[Source data]
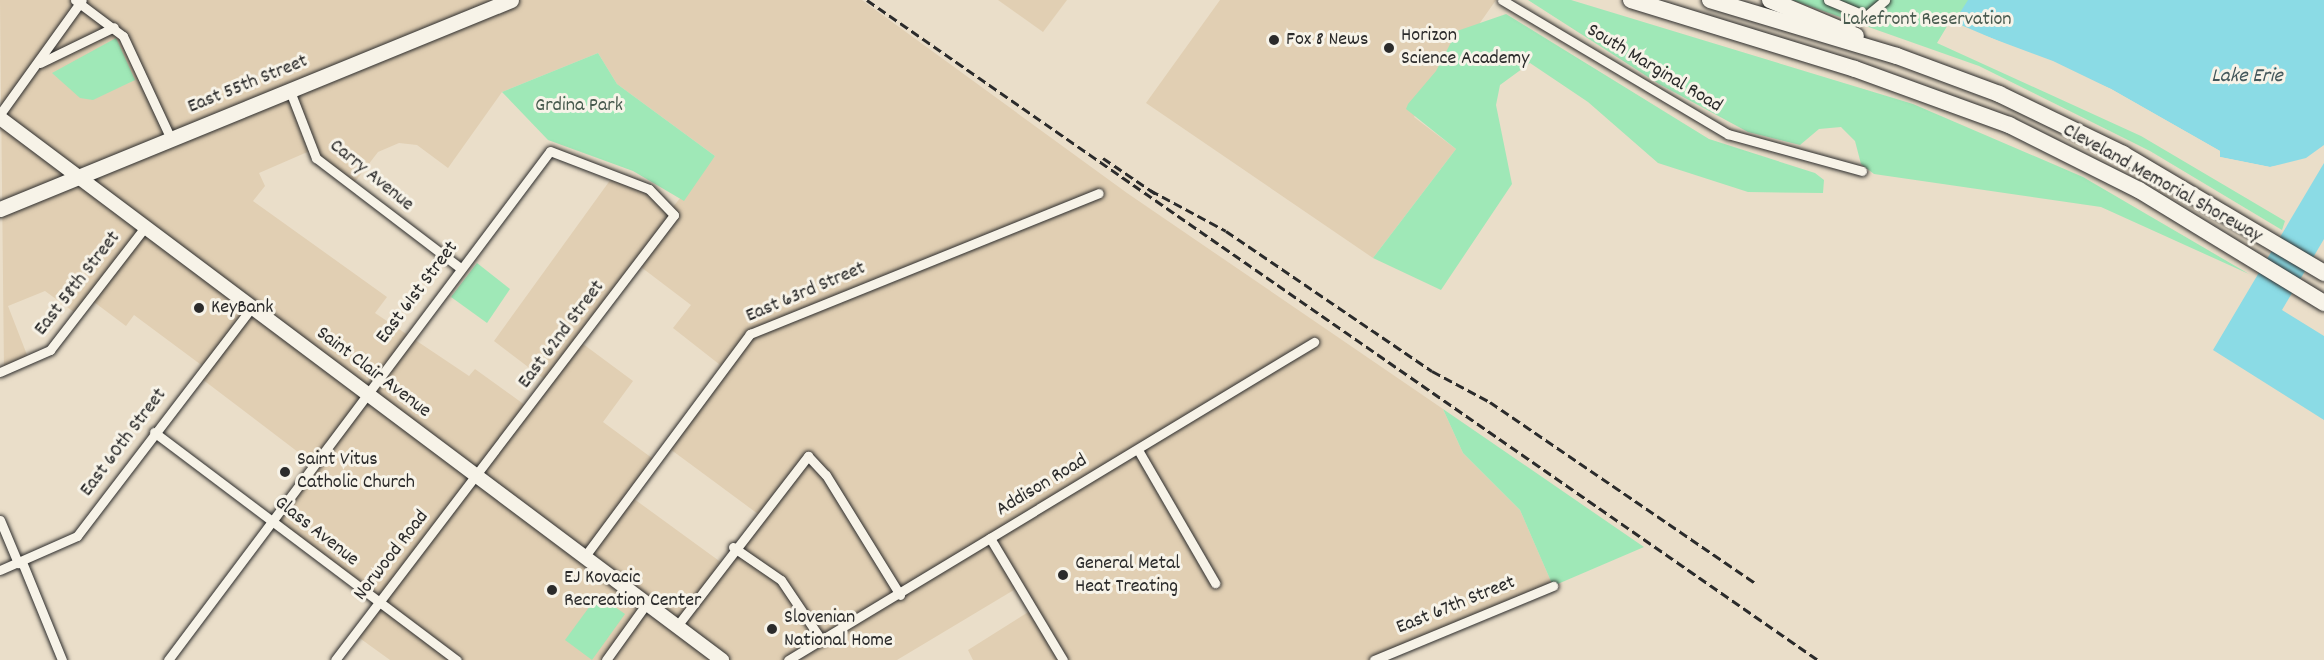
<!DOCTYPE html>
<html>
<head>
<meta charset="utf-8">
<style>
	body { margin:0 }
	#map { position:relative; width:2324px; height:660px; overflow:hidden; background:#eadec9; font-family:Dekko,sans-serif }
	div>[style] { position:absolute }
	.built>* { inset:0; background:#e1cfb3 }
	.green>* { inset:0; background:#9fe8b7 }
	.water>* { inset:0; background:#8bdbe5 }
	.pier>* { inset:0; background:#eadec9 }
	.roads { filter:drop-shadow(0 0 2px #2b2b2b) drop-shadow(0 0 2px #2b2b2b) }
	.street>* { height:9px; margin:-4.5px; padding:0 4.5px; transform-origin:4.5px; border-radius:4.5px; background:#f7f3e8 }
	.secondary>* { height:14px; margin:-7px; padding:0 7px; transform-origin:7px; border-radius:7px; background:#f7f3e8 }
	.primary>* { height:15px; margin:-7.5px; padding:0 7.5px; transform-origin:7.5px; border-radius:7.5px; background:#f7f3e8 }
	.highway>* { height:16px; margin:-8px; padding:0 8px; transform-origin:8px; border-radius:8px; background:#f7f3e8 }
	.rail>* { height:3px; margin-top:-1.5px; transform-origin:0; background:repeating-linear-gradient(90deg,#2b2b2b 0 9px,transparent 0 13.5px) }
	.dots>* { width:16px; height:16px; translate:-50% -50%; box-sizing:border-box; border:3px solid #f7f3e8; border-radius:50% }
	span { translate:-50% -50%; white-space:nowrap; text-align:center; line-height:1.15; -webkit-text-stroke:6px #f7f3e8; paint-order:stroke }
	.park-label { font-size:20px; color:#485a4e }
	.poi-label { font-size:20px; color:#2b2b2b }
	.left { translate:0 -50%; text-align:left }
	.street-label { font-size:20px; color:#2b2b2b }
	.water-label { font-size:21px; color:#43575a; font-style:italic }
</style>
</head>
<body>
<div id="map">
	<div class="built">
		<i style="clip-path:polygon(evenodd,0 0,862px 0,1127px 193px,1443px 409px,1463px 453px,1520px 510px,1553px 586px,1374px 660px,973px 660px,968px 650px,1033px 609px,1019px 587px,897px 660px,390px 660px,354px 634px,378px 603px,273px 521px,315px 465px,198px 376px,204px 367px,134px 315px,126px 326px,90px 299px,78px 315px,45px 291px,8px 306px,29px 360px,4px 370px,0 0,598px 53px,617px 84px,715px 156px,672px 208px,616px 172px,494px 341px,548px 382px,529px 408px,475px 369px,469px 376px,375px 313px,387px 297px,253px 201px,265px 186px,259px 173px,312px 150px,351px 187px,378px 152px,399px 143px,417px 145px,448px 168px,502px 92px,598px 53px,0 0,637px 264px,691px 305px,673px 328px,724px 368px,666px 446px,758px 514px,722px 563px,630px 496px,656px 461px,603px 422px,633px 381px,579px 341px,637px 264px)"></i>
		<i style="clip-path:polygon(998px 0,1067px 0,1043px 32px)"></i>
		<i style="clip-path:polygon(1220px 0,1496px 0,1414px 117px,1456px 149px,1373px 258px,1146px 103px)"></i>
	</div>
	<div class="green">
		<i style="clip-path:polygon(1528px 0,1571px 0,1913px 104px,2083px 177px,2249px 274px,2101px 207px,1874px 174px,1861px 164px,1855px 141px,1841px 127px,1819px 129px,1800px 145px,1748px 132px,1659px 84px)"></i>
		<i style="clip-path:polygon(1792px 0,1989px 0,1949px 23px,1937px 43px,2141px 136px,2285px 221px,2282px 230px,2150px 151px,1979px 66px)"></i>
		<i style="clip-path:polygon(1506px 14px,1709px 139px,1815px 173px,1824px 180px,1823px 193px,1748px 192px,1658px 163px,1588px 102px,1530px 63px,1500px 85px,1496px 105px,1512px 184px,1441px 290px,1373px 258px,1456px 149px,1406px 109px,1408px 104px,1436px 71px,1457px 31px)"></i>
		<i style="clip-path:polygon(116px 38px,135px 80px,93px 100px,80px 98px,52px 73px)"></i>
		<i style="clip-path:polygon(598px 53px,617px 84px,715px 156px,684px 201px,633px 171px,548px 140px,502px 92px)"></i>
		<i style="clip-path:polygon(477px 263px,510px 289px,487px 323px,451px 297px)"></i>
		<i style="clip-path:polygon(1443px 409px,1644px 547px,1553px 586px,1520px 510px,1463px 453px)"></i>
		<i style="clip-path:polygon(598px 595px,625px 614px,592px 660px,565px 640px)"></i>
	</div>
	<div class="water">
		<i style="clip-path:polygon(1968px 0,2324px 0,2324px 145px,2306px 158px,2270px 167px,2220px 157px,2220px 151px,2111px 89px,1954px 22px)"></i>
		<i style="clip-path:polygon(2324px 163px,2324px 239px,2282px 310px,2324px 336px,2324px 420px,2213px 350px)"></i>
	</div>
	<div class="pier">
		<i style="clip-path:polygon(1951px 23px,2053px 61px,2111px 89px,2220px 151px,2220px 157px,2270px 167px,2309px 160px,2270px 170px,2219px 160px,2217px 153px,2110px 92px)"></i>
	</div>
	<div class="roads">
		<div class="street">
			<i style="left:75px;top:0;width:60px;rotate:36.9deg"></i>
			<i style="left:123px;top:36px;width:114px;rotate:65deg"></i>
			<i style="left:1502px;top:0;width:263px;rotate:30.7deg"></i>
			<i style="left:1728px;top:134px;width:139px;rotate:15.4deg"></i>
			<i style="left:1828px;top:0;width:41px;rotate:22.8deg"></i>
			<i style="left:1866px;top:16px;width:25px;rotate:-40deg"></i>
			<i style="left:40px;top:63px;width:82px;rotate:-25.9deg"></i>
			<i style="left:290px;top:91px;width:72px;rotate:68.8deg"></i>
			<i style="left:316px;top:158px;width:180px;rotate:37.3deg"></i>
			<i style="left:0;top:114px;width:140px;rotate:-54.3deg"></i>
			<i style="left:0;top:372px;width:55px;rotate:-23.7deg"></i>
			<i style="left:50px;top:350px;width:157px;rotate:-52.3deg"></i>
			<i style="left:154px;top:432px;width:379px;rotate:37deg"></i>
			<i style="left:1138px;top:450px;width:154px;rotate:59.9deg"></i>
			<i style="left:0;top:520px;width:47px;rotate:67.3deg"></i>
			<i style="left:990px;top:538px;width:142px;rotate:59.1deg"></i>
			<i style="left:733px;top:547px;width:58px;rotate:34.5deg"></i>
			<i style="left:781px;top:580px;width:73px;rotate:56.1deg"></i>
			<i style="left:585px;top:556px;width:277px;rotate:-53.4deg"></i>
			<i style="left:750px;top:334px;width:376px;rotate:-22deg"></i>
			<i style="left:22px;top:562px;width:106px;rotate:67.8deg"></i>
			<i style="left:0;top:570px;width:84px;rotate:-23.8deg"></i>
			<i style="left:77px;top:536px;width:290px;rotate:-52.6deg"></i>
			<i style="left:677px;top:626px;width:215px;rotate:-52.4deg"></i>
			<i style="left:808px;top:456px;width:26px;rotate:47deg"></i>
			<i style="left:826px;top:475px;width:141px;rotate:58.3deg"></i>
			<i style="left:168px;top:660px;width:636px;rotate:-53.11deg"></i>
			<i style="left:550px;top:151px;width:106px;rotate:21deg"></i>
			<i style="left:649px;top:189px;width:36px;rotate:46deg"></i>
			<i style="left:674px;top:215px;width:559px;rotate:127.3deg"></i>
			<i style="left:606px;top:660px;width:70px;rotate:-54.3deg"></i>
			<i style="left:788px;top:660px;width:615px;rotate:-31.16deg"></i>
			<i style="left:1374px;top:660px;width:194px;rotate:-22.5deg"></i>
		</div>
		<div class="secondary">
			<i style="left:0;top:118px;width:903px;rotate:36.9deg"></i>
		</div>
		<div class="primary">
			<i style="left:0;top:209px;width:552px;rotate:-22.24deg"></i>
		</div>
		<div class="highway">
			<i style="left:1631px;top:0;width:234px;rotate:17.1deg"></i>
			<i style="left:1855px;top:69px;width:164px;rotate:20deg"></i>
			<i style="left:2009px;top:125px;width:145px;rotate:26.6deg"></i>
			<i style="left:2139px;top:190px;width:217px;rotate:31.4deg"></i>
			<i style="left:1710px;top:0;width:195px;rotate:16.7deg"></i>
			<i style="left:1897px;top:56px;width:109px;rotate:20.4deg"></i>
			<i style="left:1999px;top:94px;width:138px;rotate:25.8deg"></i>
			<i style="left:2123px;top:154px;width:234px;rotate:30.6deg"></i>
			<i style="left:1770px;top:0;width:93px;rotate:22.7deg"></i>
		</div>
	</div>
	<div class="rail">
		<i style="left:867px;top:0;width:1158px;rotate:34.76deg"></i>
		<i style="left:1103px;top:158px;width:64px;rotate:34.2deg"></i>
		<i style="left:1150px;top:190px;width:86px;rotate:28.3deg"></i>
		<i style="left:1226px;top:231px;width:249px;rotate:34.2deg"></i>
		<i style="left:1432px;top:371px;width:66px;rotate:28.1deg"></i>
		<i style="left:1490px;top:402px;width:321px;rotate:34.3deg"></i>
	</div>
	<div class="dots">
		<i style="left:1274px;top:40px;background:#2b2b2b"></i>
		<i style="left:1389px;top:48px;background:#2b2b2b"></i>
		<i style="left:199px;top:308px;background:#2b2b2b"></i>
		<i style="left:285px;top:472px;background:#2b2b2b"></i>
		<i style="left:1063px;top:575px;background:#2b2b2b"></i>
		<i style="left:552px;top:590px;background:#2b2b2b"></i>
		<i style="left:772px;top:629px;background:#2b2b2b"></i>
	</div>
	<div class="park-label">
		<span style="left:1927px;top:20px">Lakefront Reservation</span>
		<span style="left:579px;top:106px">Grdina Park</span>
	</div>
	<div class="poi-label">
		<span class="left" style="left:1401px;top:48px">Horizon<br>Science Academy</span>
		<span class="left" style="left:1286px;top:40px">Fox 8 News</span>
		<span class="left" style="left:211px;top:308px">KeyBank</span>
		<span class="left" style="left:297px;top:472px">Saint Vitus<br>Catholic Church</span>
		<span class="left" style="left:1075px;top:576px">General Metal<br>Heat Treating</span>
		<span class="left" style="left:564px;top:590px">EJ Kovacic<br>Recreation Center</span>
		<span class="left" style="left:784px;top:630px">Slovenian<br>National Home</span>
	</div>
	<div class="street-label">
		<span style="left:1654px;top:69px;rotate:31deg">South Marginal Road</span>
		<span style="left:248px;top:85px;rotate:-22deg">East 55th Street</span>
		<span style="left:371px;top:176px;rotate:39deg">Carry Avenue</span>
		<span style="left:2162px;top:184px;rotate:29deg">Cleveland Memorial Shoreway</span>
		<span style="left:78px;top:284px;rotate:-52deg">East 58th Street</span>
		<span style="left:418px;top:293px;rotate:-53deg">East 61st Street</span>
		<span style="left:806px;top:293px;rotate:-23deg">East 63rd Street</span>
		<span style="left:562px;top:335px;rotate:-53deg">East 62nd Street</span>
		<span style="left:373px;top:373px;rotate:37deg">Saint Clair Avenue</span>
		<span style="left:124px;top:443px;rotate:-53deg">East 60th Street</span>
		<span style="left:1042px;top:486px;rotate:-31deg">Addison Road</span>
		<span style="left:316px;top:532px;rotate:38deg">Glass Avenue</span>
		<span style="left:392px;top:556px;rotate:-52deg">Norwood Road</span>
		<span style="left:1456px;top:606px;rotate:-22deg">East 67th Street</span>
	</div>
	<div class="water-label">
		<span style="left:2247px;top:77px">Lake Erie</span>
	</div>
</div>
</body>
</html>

What to work on >>
Show the lines of the records that include the string "pier".

Task solution >>
	.pier>* { inset:0; background:#eadec9 }
	<div class="pier">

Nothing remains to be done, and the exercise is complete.